_TRY IT_
Each line in the data holding "Кисловодская" should be listed.

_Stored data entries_
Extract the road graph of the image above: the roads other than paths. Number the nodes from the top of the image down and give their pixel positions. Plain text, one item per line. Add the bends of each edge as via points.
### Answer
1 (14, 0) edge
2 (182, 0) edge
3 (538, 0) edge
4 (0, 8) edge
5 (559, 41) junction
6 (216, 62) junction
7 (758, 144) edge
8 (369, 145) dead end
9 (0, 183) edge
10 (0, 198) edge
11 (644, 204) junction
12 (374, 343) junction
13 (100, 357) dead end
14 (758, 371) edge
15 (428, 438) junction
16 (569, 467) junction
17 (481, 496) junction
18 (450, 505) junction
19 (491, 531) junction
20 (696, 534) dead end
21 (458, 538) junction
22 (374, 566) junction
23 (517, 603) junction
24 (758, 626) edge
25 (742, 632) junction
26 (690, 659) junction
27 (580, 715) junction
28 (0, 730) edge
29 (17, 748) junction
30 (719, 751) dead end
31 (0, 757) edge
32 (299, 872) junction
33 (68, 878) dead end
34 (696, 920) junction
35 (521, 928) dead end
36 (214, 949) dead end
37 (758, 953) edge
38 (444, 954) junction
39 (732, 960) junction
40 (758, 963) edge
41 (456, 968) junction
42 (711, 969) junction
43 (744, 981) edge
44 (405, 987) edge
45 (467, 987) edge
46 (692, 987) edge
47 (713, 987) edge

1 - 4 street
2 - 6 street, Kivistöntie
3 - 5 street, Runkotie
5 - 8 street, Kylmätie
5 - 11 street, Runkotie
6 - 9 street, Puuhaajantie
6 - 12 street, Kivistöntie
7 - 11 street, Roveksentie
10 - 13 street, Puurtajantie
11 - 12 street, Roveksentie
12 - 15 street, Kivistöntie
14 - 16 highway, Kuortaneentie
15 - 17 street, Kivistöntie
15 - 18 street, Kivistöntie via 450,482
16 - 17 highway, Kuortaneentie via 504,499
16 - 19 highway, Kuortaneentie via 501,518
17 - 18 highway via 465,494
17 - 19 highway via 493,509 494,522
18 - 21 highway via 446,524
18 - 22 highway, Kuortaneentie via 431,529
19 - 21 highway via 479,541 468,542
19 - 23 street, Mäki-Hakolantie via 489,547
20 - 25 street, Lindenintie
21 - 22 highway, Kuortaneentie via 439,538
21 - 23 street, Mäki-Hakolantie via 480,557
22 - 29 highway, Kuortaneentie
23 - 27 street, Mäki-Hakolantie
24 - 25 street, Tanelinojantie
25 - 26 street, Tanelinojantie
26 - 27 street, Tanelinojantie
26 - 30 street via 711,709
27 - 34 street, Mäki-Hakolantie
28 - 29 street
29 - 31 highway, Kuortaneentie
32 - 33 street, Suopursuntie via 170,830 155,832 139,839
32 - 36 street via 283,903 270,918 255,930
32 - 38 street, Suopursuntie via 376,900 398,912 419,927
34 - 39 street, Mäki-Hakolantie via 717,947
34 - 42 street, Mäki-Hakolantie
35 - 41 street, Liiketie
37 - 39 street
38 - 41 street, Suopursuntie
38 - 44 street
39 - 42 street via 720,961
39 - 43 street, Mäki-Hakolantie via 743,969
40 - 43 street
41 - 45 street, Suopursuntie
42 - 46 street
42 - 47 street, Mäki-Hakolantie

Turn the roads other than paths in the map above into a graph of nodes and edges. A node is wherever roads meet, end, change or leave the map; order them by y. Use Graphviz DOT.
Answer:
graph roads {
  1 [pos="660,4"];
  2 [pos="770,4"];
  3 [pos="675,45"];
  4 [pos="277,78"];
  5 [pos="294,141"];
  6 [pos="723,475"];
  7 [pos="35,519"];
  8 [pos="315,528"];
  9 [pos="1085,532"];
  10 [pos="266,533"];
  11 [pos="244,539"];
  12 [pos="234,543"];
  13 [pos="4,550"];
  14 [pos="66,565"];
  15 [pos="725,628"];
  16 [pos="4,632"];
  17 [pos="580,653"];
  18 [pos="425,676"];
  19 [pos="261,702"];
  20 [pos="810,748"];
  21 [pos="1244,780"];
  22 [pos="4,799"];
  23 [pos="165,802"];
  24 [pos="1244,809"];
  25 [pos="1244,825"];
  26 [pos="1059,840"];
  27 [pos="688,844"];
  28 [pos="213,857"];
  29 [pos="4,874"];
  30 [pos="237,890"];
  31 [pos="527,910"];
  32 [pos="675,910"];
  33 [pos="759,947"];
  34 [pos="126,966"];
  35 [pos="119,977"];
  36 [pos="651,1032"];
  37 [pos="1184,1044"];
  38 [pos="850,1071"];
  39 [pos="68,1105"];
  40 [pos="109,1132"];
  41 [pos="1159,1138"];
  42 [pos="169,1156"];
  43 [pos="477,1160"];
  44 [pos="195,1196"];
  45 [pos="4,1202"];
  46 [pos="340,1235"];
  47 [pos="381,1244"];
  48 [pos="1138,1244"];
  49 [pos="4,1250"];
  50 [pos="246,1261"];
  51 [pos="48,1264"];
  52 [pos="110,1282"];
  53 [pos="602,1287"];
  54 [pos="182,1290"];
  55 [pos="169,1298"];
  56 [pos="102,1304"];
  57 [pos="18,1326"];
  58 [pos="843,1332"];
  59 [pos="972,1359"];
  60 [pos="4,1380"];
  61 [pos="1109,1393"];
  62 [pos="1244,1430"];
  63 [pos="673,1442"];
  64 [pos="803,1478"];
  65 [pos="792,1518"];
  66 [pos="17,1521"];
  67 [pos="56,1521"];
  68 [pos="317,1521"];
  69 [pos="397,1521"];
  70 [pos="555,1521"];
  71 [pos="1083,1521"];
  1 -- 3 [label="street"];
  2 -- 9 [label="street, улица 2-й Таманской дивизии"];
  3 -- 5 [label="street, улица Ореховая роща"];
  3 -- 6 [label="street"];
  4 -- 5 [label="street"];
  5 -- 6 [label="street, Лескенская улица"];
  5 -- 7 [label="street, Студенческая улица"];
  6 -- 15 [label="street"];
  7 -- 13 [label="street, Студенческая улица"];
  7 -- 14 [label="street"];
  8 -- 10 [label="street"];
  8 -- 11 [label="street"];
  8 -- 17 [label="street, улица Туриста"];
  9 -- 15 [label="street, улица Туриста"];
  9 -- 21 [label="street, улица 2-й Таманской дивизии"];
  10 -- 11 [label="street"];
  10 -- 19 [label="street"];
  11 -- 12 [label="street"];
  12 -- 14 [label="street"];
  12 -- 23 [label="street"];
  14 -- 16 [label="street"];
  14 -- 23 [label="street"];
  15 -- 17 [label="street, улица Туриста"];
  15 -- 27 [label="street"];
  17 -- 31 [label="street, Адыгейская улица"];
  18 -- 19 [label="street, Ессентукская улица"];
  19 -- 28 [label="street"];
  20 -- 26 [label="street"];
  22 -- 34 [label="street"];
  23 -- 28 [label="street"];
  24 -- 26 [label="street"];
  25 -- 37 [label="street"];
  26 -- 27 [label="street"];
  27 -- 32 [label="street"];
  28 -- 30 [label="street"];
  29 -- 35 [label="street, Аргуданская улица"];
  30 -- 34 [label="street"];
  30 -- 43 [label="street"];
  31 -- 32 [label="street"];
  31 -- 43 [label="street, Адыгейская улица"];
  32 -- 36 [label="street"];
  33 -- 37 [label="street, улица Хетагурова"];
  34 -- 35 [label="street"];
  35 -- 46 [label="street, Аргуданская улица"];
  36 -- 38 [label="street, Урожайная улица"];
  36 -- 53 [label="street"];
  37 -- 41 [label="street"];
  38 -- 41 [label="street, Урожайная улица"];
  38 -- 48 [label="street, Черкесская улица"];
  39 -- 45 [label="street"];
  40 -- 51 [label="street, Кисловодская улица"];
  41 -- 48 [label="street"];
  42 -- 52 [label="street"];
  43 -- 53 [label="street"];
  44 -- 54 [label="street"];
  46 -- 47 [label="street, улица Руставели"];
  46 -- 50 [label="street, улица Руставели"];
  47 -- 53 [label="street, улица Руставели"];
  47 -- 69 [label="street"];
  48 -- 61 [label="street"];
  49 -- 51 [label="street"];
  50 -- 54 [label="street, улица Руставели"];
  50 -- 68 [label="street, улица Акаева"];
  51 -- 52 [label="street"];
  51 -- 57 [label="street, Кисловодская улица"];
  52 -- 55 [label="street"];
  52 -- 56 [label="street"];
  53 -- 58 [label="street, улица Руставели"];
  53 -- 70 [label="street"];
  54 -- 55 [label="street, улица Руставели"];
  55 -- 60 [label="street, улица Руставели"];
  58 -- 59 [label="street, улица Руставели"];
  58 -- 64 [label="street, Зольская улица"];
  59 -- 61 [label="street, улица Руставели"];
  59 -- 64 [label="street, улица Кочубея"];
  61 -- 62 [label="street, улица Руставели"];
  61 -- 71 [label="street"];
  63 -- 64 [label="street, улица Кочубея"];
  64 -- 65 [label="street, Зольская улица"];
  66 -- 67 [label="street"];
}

_RESULT FOR THIS EXERCISE_
  40 -- 51 [label="street, Кисловодская улица"];
  51 -- 57 [label="street, Кисловодская улица"];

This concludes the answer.